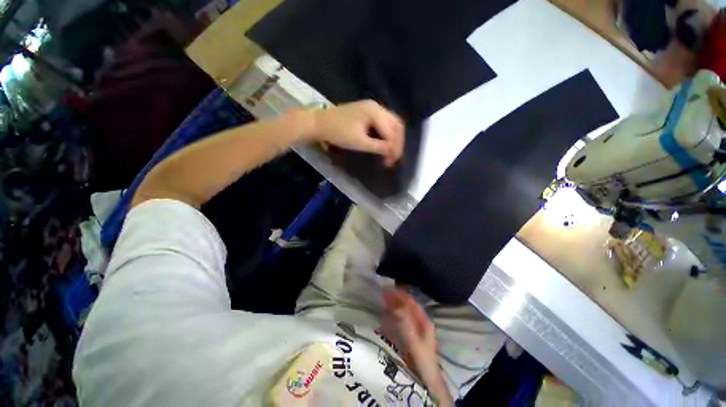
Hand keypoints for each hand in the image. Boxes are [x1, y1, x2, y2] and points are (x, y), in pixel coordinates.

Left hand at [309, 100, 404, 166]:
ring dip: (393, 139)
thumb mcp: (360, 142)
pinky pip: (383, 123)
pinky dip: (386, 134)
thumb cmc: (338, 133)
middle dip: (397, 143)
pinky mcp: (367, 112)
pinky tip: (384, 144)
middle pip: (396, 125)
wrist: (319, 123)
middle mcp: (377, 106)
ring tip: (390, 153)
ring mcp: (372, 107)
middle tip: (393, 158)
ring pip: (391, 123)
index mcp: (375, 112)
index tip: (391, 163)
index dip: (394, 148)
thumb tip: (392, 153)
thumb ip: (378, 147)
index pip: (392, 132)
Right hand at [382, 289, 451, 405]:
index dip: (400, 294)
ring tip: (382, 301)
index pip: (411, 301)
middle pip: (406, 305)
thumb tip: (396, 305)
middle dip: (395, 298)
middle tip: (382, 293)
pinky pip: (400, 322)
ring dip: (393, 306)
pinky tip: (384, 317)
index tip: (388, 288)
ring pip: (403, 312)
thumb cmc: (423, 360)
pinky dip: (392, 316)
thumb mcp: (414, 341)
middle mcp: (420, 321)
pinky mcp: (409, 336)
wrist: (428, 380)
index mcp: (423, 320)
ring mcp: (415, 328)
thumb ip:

####################

• **Work instructions**
In the listing above, find every line with the word "thumb" and copy it.

• **Answer box**
thumb mcp: (360, 142)
thumb cmc: (338, 133)
thumb tip: (392, 153)
thumb ip: (378, 147)
thumb tip: (396, 305)
thumb cmc: (423, 360)
thumb mcp: (414, 341)
thumb ip:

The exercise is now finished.